- TASK DIRECTIONS
I would like every line of the records below that contains the word "from" copied.

- EXERCISE MATERIALS

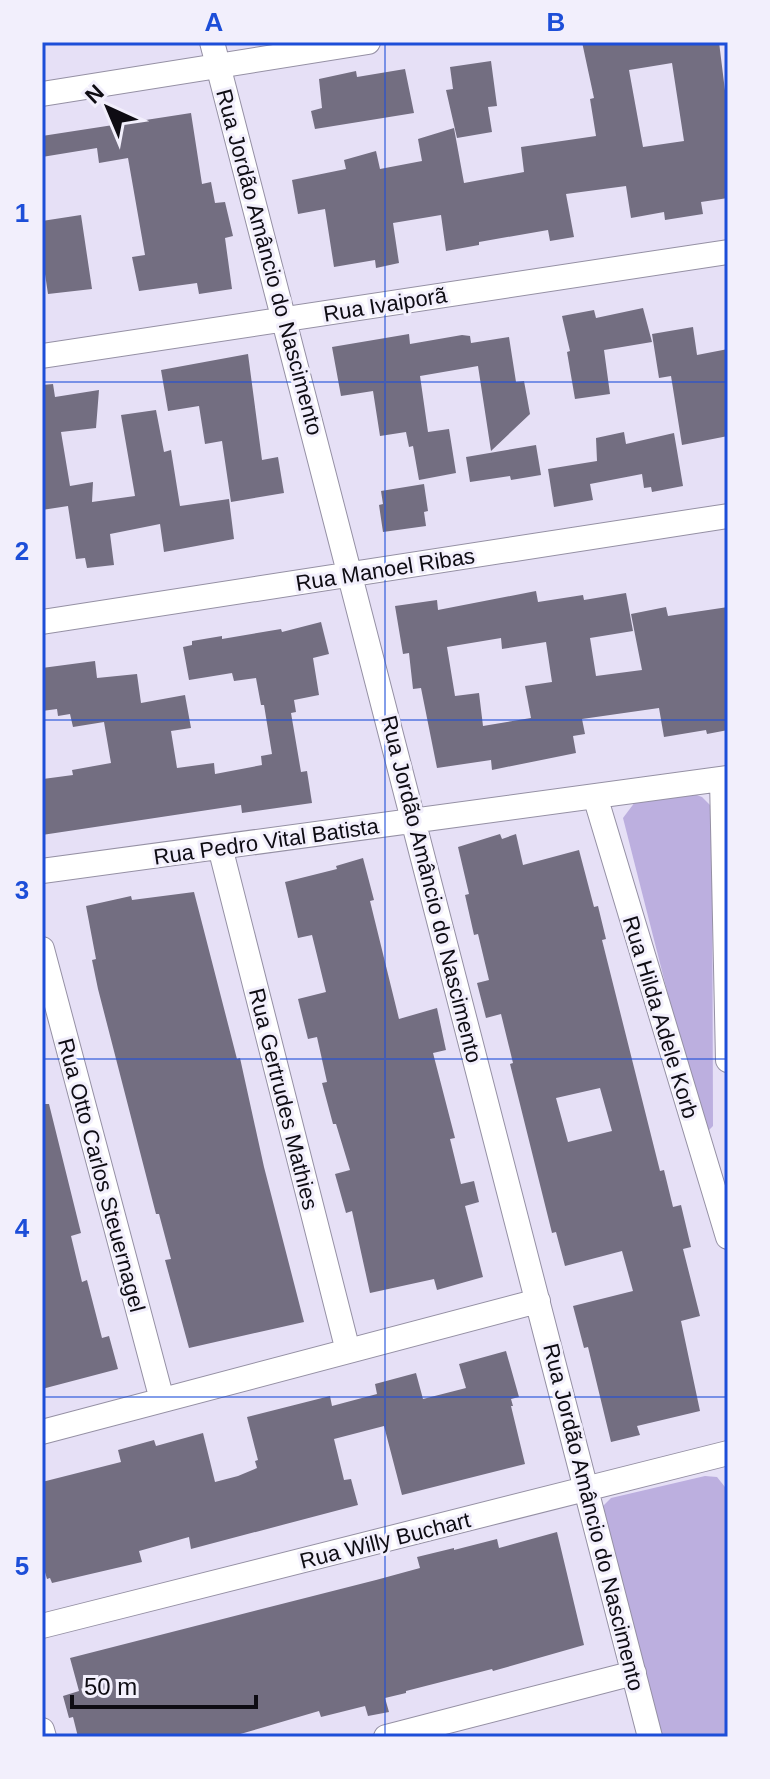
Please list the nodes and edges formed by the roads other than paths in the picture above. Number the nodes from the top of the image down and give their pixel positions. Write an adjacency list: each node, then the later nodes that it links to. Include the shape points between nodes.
1 (368, 42): 2 (street)
2 (216, 54): 3 (street); 5 (street, Rua Jordão Amâncio do Nascimento)
3 (42, 94)
4 (728, 252): 5 (street, Rua Ivaiporã)
5 (284, 320): 6 (street, Rua Ivaiporã); 8 (street, Rua Jordão Amâncio do Nascimento)
6 (42, 356)
7 (728, 516): 8 (street, Rua Manoel Ribas)
8 (351, 574): 9 (street, Rua Manoel Ribas); 12 (street, Rua Jordão Amâncio do Nascimento)
9 (42, 622)
10 (725, 778): 11 (street, Rua Pedro Vital Batista); 16 (street)
11 (595, 796): 12 (street, Rua Pedro Vital Batista); 17 (street, Rua Hilda Adele Korb)
12 (414, 821): 13 (street, Rua Pedro Vital Batista); 18 (street, Rua Jordão Amâncio do Nascimento)
13 (220, 847): 14 (street, Rua Pedro Vital Batista); 19 (street, Rua Gertrudes Mathies)
14 (42, 871)
15 (42, 949): 20 (street, Rua Otto Carlos Steuernagel)
16 (728, 1060)
17 (728, 1237)
18 (538, 1301): 19 (street); 23 (street, Rua Jordão Amâncio do Nascimento)
19 (348, 1351): 20 (street)
20 (162, 1400): 21 (street)
21 (42, 1432)
22 (728, 1453): 23 (street, Rua Willy Buchart)
23 (586, 1489): 24 (street, Rua Willy Buchart); 25 (street, Rua Jordão Amâncio do Nascimento)
24 (42, 1626)
25 (634, 1673): 28 (street); 29 (street, Rua Jordão Amâncio do Nascimento)
26 (42, 1730): 27 (street)
27 (44, 1737)
28 (386, 1737)
29 (650, 1737)

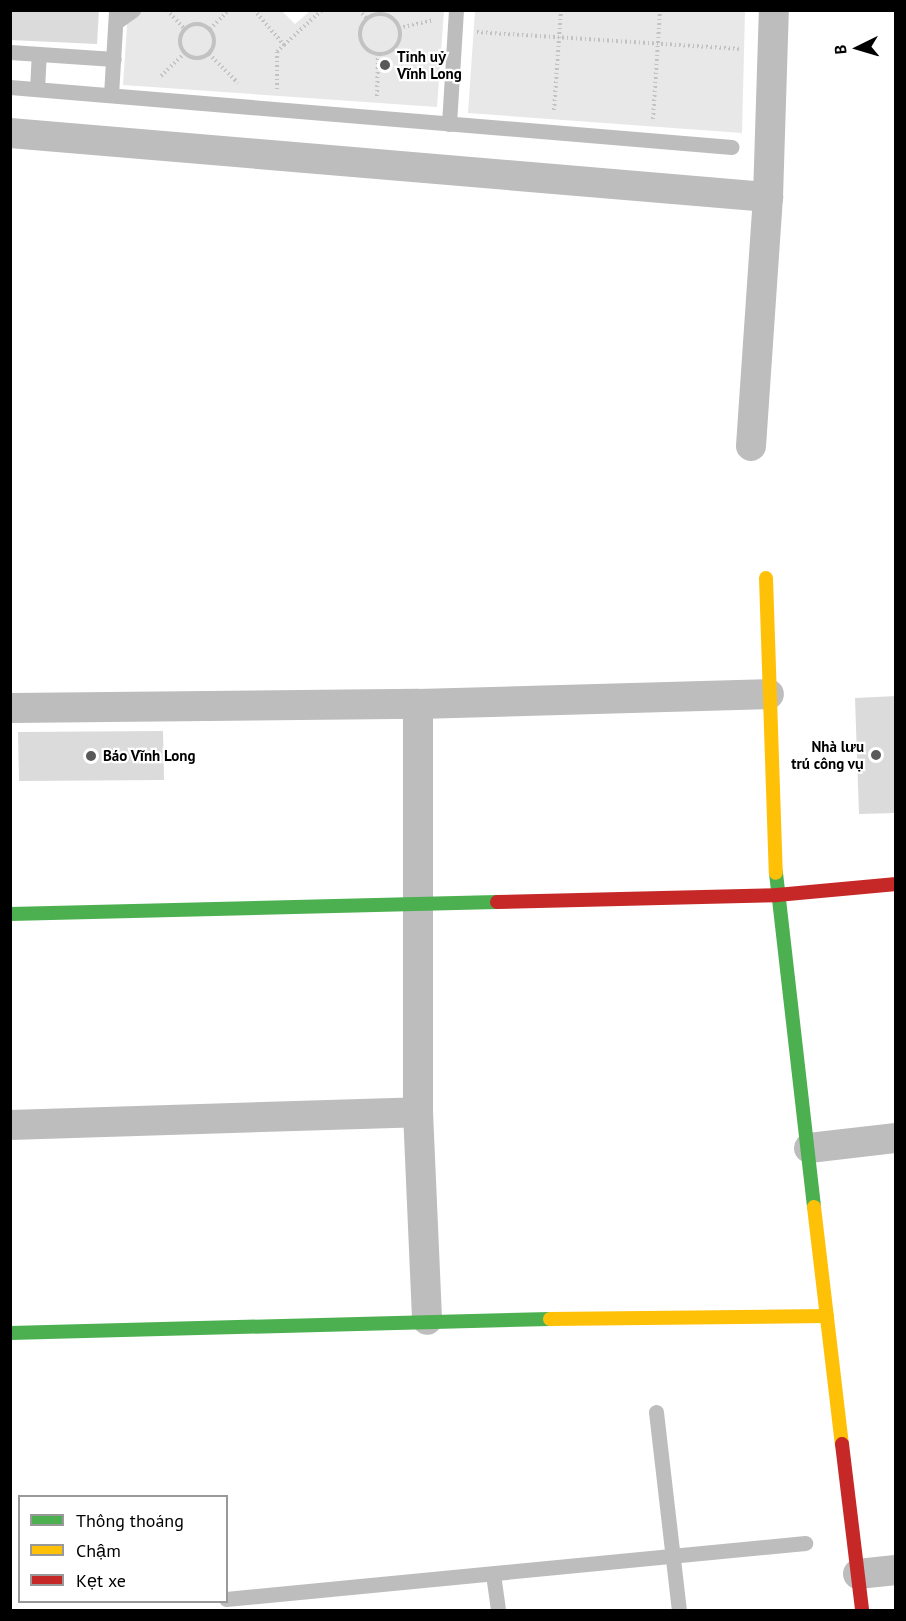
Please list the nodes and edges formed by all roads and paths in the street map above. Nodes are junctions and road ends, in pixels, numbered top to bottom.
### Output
1 (133, 10) edge
2 (167, 10) edge
3 (229, 10) edge
4 (254, 10) edge
5 (322, 10) edge
6 (359, 10) edge
7 (561, 10) edge
8 (660, 10) edge
9 (774, 10) edge
10 (456, 12) edge
11 (116, 16) edge
12 (367, 18) junction
13 (399, 28) junction
14 (185, 29) junction
15 (210, 29) junction
16 (455, 30) junction
17 (559, 37) junction
18 (658, 44) junction
19 (284, 45) junction
20 (741, 50) dead end
21 (10, 52) edge
22 (39, 54) junction
23 (378, 54) junction
24 (114, 59) junction
25 (10, 87) edge
26 (37, 89) junction
27 (111, 95) junction
28 (277, 109) junction
29 (377, 117) junction
30 (449, 124) junction
31 (552, 132) junction
32 (10, 134) edge
33 (651, 141) junction
34 (732, 147) dead end
35 (768, 196) junction
36 (751, 446) dead end
37 (766, 578) dead end
38 (770, 694) junction
39 (418, 704) junction
40 (10, 708) edge
41 (896, 884) edge
42 (777, 895) junction
43 (415, 902) junction
44 (10, 914) edge
45 (418, 1112) junction
46 (10, 1125) edge
47 (896, 1138) edge
48 (809, 1148) junction
49 (827, 1316) junction
50 (427, 1320) junction
51 (10, 1333) edge
52 (656, 1412) dead end
53 (805, 1543) dead end
54 (673, 1557) junction
55 (896, 1570) edge
56 (494, 1574) junction
57 (858, 1574) junction
58 (228, 1599) edge
59 (498, 1611) edge
60 (679, 1611) edge
61 (862, 1611) edge

1 - 11 lane
2 - 14 path
3 - 15 path
4 - 19 path
5 - 19 path
6 - 12 path
7 - 17 path
8 - 18 path
9 - 35 street
10 - 13 path
10 - 16 lane
11 - 24 lane
12 - 13 path
12 - 23 path
13 - 23 path
14 - 15 path
14 - 15 path
16 - 17 path
16 - 30 lane
17 - 18 path
17 - 31 path
18 - 20 path
18 - 33 path
19 - 28 path
21 - 22 lane
22 - 24 lane
22 - 26 lane
23 - 29 path
24 - 27 lane
25 - 26 lane
26 - 27 lane
27 - 28 lane
28 - 29 lane
29 - 30 lane
30 - 31 lane
31 - 33 lane
32 - 35 street
33 - 34 lane
35 - 36 street
37 - 38 street
38 - 39 street
38 - 42 street
39 - 40 street
39 - 43 street
41 - 42 street
42 - 43 street
42 - 48 street
43 - 44 street
43 - 45 street
45 - 46 street
45 - 50 street
47 - 48 street
48 - 49 street
49 - 50 street
49 - 57 street
50 - 51 street
52 - 54 lane
53 - 54 lane
54 - 56 lane
54 - 60 lane
55 - 57 street
56 - 58 lane
56 - 59 lane
57 - 61 street

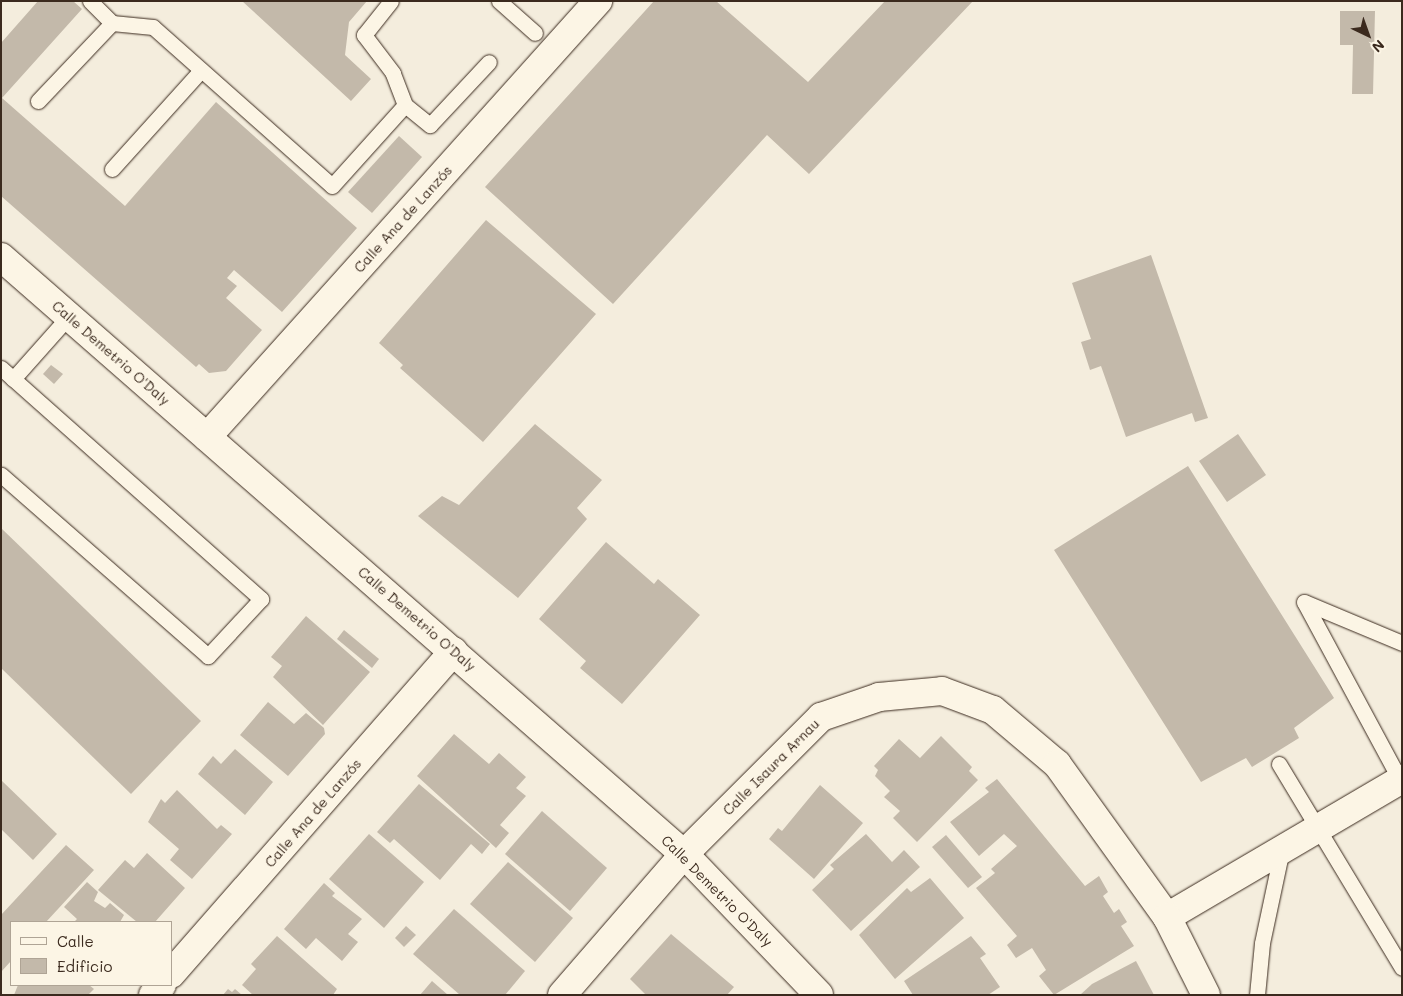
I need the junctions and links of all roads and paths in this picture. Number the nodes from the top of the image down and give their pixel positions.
1 (90, 1) edge
2 (391, 1) edge
3 (500, 1) edge
4 (598, 1) edge
5 (112, 23) junction
6 (535, 33) dead end
7 (490, 62) dead end
8 (201, 70) junction
9 (38, 101) dead end
10 (404, 105) junction
11 (112, 169) dead end
12 (1, 256) edge
13 (69, 316) junction
14 (1, 368) edge
15 (14, 379) junction
16 (208, 437) junction
17 (1, 475) edge
18 (1402, 643) edge
19 (454, 651) junction
20 (1280, 764) dead end
21 (1401, 780) edge
22 (1321, 826) junction
23 (1282, 849) junction
24 (684, 854) junction
25 (1167, 917) junction
26 (1402, 968) edge
27 (172, 973) edge
28 (562, 995) edge
29 (819, 995) edge
30 (1206, 995) edge
31 (1257, 995) edge

1 - 5 lane
2 - 10 lane
3 - 6 lane
4 - 16 street, Calle Ana de Lanzós
5 - 8 lane
5 - 9 lane
7 - 10 lane
8 - 10 lane
8 - 11 lane
12 - 13 street, Calle Demetrio O'Daly
13 - 15 lane
13 - 16 street, Calle Demetrio O'Daly
14 - 15 lane
15 - 17 lane
16 - 19 street, Calle Demetrio O'Daly
18 - 21 lane
19 - 24 street, Calle Demetrio O'Daly
19 - 27 street, Calle Ana de Lanzós
20 - 22 lane
21 - 22 street
22 - 23 street
22 - 26 lane
23 - 25 street
23 - 31 lane
24 - 25 street, Calle Isaura Arnau
24 - 28 street, Calle Isaura Arnau
24 - 29 street, Calle Demetrio O'Daly
25 - 30 street, Calle Isaura Arnau

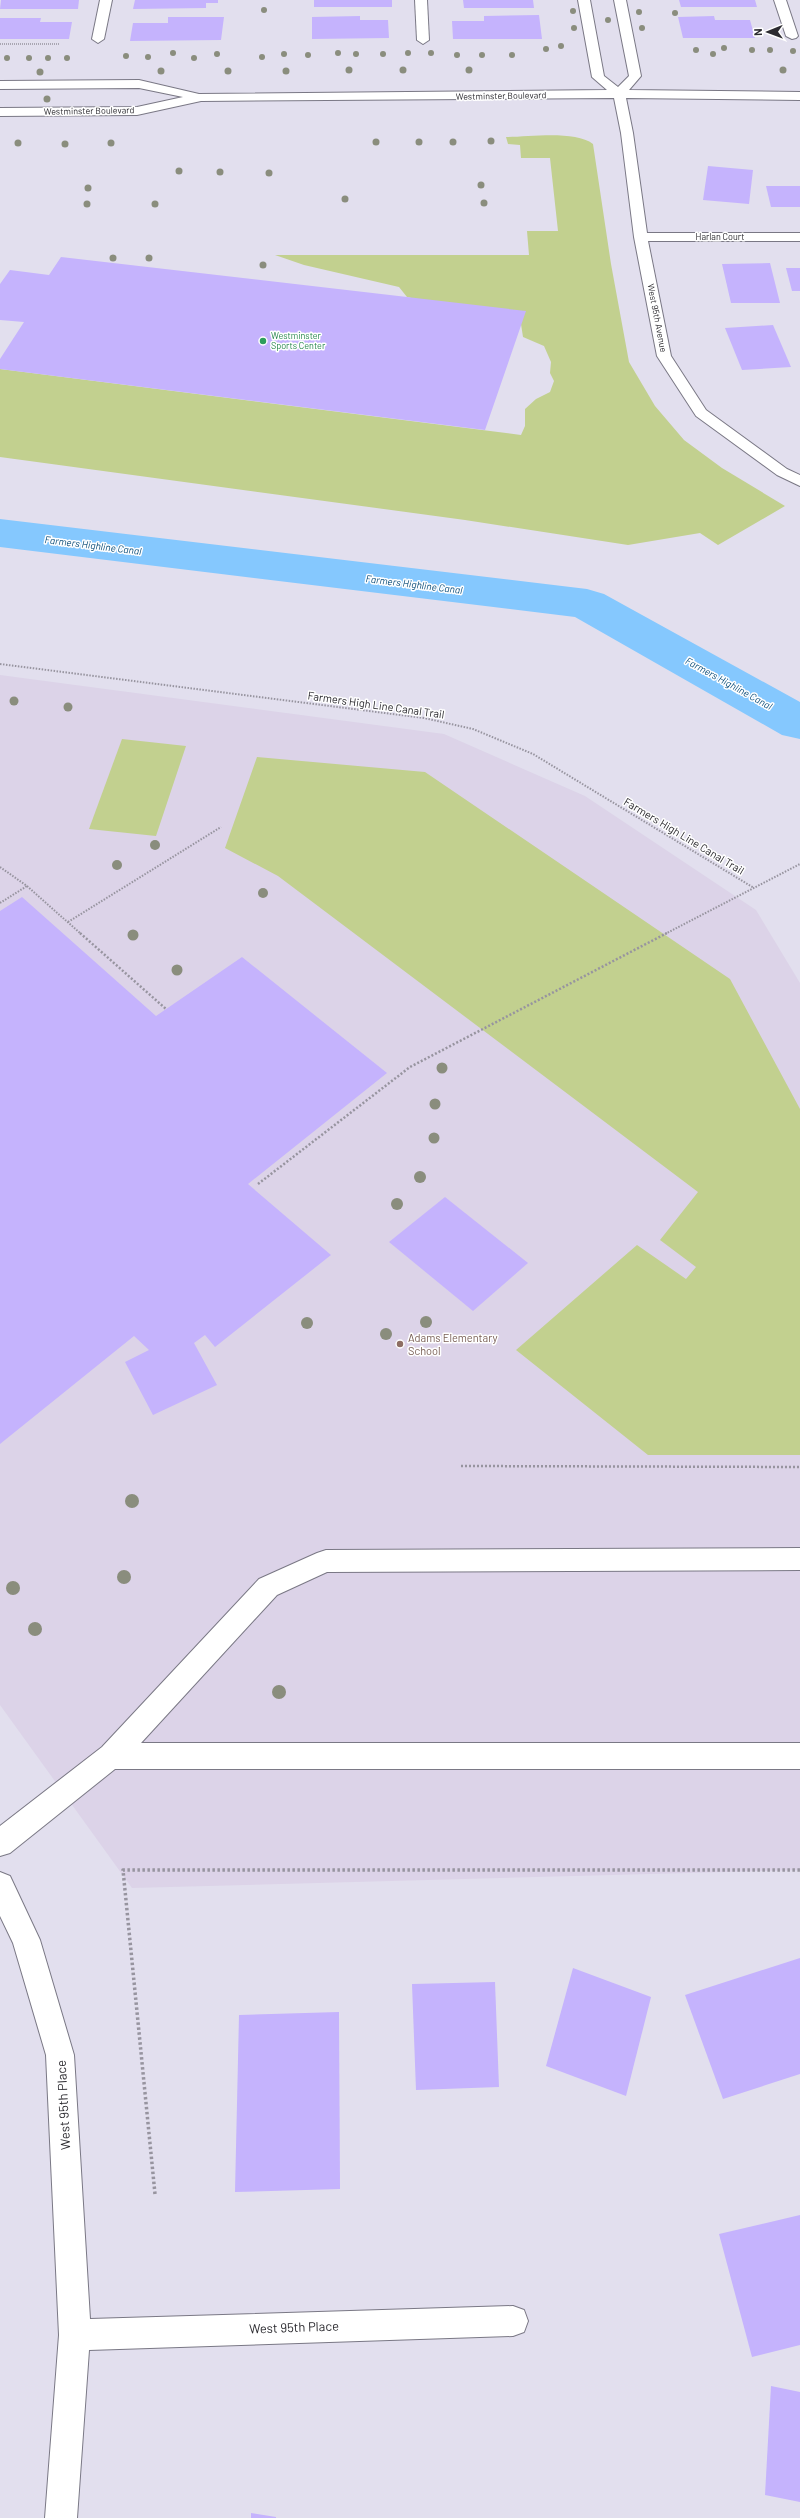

- ANSWER TO THIS EXERCISE
Please list the nodes and edges formed by the roads other than paths in the picture above. Number the nodes from the top of the image down and give their pixel positions. Write an adjacency list: each node, then the later nodes that it links to. Include the shape points between nodes.
I need the junctions and links of all roads and paths in this picture. Number the nodes from the top of the image down and give their pixel positions.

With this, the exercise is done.